[Collected data]
___
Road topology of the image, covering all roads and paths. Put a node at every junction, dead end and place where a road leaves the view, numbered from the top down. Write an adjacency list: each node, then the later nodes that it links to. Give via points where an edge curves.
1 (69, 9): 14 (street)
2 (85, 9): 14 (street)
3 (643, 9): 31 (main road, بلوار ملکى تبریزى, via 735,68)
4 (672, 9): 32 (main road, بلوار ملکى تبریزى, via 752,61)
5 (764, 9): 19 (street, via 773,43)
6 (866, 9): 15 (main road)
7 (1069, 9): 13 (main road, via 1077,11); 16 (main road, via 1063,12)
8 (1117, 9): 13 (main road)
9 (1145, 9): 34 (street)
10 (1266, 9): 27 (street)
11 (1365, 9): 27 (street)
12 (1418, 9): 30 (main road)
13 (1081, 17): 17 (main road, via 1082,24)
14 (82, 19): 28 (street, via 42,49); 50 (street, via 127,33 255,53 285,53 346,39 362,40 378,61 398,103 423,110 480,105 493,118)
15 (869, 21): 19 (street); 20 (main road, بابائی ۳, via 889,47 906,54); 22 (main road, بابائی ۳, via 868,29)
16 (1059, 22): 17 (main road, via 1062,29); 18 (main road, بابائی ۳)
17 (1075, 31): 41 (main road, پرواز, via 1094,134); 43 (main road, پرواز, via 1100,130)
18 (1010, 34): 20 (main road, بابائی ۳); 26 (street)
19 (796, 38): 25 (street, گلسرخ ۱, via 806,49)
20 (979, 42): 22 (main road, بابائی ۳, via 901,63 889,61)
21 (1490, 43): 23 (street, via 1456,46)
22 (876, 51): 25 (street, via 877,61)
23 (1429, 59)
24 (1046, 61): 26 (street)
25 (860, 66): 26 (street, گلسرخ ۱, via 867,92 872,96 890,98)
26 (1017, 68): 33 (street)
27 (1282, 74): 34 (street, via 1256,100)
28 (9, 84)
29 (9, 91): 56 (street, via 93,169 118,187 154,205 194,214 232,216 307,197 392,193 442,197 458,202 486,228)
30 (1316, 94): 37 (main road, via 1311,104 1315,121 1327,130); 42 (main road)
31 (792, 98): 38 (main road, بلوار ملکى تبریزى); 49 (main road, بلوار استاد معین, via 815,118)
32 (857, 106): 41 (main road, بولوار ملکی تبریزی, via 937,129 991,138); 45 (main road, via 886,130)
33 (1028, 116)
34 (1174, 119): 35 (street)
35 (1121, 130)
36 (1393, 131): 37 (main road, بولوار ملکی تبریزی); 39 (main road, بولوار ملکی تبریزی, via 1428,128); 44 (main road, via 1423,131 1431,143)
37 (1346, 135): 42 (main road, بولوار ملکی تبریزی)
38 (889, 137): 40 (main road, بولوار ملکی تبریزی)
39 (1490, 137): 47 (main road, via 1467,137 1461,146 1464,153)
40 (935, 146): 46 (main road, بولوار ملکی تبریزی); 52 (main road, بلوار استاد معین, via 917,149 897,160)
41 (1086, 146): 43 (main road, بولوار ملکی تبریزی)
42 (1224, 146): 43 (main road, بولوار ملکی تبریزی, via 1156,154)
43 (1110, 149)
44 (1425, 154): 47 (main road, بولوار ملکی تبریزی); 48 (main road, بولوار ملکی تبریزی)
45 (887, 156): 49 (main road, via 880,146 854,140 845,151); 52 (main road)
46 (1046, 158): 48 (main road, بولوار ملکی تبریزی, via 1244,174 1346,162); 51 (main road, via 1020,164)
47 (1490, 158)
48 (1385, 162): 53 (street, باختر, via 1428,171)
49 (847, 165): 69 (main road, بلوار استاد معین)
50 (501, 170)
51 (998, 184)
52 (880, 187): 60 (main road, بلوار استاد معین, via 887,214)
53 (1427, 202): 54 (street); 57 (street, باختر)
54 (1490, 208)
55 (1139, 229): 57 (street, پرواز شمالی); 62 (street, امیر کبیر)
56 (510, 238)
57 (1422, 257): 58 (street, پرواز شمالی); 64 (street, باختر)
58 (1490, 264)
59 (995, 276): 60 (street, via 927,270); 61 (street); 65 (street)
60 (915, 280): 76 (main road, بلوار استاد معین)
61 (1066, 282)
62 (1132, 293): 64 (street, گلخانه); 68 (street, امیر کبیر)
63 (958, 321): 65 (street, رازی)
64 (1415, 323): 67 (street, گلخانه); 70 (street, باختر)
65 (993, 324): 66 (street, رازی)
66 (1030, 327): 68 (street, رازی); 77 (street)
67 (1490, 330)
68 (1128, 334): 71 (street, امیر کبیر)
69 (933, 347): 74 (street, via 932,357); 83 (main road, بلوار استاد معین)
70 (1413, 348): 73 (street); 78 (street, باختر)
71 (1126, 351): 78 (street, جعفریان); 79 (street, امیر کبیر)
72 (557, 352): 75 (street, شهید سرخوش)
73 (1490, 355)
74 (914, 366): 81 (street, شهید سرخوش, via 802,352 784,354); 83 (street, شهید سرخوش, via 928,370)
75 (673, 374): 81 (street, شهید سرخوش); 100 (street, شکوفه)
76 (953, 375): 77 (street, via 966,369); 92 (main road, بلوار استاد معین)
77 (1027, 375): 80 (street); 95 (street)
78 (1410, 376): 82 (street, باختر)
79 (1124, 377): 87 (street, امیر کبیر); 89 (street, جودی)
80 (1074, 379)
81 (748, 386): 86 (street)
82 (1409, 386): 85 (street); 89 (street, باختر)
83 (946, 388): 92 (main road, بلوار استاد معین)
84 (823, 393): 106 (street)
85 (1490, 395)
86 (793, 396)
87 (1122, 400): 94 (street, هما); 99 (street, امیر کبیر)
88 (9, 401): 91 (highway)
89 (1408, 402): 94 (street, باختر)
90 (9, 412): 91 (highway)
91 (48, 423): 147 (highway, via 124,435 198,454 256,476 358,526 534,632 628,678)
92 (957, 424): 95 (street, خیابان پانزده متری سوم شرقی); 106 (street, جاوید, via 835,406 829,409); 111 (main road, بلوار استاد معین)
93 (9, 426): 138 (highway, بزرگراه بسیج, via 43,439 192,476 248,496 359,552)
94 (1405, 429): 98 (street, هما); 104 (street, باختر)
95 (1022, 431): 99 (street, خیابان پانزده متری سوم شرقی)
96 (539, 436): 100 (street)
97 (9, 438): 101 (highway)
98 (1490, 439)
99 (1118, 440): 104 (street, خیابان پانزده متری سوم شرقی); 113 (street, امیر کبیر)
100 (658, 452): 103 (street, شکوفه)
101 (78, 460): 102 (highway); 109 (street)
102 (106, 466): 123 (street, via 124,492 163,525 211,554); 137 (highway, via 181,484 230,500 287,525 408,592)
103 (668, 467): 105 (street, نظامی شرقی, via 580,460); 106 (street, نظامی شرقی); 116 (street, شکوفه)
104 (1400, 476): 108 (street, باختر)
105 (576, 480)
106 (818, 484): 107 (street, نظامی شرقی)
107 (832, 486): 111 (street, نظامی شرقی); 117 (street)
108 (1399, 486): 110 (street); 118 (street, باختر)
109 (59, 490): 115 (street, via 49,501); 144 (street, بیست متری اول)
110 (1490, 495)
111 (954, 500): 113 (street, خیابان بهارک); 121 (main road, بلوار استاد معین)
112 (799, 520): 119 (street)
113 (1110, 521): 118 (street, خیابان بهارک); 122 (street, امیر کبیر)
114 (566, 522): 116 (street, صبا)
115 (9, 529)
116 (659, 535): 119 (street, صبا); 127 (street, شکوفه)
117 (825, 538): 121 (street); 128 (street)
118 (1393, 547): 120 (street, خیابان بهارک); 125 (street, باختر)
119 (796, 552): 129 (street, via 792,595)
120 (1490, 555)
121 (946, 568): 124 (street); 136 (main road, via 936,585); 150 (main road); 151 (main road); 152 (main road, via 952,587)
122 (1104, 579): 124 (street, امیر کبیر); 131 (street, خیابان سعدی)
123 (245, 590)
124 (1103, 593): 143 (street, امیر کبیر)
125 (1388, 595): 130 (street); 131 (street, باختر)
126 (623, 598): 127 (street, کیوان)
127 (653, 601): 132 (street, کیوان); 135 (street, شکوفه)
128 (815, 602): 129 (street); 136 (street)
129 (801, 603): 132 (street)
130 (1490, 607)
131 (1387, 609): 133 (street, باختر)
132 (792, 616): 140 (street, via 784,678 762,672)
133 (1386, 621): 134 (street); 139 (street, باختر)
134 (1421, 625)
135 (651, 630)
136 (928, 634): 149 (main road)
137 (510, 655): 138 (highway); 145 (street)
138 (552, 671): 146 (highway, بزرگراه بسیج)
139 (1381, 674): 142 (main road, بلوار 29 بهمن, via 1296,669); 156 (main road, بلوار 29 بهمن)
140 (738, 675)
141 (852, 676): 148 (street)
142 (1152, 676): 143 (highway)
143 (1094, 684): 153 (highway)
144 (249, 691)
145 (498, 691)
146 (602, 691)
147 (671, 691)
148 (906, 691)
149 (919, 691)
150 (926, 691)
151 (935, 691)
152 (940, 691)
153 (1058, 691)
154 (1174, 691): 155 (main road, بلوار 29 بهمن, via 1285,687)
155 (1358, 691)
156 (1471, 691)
___
The lines to return are those with the string "پانزده" in them; copy each from the entries above.

YOUR RESPONSE:
92 (957, 424): 95 (street, خیابان پانزده متری سوم شرقی); 106 (street, جاوید, via 835,406 829,409); 111 (main road, بلوار استاد معین)
95 (1022, 431): 99 (street, خیابان پانزده متری سوم شرقی)
99 (1118, 440): 104 (street, خیابان پانزده متری سوم شرقی); 113 (street, امیر کبیر)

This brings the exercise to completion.